=== Begin Enclosure ===

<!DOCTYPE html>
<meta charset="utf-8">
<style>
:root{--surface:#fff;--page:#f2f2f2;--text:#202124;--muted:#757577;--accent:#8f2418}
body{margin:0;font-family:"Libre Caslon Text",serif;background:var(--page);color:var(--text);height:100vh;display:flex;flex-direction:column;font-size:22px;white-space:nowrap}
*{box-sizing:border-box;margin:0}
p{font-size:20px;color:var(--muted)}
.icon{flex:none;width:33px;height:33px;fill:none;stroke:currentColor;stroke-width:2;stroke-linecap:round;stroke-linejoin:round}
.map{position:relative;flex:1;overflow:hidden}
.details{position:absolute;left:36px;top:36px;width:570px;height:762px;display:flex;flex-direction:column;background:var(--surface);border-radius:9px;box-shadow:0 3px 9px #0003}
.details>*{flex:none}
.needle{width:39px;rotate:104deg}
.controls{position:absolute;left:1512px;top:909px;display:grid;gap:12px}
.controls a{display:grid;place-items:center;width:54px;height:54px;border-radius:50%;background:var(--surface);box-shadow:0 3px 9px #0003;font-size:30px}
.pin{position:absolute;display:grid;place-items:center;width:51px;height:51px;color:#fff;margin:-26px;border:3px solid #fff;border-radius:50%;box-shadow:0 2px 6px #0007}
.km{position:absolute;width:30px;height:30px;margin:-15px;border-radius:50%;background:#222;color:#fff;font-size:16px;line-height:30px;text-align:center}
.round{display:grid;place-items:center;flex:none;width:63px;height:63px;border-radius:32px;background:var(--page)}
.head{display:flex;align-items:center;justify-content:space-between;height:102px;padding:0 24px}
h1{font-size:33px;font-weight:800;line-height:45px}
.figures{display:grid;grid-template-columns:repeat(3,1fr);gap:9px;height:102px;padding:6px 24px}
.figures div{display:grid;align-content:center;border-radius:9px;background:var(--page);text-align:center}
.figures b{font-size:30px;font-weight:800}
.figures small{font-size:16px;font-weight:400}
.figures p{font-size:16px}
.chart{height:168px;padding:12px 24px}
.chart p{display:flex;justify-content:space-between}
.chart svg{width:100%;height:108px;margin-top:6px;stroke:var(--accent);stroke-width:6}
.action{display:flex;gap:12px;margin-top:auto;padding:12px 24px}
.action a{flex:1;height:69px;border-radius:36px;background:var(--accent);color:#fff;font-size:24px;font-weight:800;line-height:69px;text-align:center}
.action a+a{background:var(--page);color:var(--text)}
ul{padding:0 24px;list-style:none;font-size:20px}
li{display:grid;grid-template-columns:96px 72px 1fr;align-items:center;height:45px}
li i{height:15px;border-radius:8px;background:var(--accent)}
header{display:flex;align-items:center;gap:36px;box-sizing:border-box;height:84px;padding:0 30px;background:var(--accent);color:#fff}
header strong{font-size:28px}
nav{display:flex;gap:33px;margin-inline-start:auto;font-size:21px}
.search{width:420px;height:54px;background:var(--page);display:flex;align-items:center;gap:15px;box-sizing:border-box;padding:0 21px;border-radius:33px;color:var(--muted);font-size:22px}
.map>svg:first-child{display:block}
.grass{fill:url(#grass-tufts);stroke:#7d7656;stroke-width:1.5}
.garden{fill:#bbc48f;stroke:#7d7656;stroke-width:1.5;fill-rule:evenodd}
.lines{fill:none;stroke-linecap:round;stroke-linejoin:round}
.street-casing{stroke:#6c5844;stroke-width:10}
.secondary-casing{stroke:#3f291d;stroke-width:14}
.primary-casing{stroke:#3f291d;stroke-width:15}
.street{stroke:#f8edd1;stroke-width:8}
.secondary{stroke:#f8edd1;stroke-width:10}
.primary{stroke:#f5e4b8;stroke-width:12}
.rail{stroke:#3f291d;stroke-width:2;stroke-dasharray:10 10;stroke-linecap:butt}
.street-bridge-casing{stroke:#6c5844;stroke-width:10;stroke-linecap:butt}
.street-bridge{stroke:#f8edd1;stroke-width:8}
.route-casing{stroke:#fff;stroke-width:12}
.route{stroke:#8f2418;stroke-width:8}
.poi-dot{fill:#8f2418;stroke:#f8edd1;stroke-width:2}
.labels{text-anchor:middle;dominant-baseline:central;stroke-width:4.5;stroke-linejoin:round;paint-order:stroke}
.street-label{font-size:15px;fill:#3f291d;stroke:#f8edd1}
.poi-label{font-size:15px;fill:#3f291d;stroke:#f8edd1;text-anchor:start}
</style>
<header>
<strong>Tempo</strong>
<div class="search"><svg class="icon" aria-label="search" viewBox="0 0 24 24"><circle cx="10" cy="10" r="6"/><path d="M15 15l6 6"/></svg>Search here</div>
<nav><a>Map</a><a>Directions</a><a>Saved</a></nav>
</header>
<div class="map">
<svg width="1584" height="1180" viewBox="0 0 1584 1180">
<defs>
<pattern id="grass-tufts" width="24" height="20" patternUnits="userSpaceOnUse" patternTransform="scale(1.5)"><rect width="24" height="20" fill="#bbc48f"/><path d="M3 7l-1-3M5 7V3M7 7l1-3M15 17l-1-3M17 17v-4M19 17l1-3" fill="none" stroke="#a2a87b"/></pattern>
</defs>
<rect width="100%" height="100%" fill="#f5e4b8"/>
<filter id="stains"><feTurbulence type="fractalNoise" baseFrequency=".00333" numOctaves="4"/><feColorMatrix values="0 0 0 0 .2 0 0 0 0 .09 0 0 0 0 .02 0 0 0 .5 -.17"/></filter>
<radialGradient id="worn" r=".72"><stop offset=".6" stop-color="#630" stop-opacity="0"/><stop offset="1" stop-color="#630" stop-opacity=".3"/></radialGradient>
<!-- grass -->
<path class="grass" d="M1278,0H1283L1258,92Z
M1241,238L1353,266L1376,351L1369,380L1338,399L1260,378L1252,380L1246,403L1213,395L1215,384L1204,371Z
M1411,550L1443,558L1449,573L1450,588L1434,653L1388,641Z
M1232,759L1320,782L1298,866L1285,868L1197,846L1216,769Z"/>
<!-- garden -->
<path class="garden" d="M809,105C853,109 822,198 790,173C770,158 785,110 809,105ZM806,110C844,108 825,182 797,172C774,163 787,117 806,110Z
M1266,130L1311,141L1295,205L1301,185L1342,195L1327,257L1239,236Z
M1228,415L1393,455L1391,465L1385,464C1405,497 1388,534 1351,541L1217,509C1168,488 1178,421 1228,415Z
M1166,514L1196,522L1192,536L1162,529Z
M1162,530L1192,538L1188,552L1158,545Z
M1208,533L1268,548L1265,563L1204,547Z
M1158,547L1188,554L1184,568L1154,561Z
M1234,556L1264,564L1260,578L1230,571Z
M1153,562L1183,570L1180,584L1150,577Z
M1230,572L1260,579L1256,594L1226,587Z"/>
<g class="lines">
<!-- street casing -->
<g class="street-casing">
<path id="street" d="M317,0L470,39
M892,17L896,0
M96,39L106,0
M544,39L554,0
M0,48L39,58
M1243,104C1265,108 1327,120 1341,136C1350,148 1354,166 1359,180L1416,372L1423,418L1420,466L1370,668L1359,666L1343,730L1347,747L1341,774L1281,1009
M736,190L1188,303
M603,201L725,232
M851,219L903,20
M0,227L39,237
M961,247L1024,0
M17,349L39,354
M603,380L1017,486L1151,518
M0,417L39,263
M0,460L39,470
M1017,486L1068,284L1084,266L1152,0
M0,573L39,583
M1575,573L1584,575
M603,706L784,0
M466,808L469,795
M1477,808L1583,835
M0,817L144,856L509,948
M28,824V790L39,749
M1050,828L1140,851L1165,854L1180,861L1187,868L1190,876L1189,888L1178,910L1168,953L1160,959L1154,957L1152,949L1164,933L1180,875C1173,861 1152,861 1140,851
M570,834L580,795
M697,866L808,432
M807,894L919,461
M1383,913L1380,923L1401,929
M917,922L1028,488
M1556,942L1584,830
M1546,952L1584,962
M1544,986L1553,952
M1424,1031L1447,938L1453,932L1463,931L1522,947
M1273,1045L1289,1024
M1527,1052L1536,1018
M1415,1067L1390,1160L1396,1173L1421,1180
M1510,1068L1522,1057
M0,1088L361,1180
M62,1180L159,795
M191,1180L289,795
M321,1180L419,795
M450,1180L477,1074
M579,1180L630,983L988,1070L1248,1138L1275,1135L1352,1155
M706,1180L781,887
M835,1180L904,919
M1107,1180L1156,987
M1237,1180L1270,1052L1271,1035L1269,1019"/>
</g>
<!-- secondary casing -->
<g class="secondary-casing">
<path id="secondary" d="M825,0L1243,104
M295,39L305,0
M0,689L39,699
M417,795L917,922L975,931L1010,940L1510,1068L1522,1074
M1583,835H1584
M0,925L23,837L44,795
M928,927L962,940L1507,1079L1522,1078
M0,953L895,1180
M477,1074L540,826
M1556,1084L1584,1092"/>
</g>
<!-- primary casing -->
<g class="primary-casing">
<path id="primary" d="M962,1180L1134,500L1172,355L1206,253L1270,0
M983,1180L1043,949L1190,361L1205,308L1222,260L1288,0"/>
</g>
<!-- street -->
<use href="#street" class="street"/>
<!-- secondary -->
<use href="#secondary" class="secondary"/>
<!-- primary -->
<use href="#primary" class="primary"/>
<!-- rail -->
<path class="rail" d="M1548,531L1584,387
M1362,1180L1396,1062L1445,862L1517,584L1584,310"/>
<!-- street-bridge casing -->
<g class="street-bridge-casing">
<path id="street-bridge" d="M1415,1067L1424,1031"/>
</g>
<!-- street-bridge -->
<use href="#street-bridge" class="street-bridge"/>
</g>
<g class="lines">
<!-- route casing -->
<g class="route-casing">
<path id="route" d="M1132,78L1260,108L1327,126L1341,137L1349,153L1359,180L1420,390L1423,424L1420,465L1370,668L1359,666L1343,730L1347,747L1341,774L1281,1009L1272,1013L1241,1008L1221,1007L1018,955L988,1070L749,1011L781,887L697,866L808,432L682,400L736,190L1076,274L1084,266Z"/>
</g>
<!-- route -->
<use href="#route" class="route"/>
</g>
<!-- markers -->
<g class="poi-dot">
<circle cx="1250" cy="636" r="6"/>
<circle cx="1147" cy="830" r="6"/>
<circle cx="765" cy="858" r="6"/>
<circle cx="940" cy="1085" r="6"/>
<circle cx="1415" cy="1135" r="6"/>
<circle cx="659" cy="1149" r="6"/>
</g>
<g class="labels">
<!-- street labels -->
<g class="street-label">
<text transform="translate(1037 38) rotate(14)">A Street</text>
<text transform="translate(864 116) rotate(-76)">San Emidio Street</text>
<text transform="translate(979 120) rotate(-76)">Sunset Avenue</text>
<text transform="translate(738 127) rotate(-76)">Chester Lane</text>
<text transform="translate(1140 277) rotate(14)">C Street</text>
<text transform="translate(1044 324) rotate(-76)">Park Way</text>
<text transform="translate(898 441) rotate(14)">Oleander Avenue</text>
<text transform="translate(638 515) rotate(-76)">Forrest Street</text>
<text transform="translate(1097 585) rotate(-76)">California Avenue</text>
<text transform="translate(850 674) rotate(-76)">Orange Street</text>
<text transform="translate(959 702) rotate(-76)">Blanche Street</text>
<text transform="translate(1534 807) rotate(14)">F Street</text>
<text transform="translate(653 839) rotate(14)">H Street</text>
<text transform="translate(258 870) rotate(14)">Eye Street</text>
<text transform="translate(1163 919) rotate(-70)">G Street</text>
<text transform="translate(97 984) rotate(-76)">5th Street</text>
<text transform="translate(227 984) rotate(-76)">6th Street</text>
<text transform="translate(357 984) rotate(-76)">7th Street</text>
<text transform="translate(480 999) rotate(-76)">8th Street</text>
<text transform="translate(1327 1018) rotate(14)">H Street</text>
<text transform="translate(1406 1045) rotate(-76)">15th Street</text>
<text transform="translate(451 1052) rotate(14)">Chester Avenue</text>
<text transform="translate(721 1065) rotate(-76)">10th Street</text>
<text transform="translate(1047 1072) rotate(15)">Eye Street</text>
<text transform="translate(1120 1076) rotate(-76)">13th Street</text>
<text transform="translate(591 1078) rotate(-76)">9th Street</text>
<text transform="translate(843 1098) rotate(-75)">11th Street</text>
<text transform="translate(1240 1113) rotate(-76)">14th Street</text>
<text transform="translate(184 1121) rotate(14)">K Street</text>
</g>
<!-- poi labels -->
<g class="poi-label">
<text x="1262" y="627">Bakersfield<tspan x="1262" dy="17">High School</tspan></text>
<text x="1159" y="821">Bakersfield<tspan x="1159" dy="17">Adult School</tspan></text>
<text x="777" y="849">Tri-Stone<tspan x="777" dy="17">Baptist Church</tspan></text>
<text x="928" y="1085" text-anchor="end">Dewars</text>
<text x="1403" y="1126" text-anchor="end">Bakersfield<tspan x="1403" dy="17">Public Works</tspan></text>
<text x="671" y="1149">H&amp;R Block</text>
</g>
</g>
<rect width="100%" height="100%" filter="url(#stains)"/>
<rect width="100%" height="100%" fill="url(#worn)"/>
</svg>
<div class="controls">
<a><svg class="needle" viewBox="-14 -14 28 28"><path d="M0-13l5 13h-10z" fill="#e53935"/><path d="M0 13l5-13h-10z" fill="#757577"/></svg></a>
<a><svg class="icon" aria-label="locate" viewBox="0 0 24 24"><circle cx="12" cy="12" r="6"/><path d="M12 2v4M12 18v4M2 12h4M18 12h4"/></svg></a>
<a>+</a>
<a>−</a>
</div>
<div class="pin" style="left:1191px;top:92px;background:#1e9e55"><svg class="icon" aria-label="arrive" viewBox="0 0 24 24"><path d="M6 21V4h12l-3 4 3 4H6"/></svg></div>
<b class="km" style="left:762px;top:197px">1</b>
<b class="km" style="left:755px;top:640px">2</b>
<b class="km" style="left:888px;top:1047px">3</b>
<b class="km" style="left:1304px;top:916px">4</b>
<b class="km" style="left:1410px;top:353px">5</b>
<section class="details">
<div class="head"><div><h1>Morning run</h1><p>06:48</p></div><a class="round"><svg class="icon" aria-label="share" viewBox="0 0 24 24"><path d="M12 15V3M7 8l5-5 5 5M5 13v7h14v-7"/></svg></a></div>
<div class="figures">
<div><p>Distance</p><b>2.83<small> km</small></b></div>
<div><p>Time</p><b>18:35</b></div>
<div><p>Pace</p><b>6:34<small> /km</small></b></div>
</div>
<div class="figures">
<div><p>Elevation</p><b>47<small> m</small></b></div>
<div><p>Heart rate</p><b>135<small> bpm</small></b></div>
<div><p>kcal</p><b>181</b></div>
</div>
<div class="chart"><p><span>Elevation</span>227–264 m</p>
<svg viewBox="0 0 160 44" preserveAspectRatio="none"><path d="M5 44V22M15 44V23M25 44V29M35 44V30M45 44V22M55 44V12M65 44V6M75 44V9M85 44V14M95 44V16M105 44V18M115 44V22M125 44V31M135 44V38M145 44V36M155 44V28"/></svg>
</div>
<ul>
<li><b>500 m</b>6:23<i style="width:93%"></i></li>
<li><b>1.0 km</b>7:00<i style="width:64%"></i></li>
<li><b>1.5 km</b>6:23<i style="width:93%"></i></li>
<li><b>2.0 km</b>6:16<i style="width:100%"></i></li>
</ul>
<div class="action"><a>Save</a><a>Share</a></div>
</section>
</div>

=== End Enclosure ===

**TASK DETAILS:**
Search the data above for the word "butt" and show every line that has it.

**OUTPUT:**
.rail{stroke:#3f291d;stroke-width:2;stroke-dasharray:10 10;stroke-linecap:butt}
.street-bridge-casing{stroke:#6c5844;stroke-width:10;stroke-linecap:butt}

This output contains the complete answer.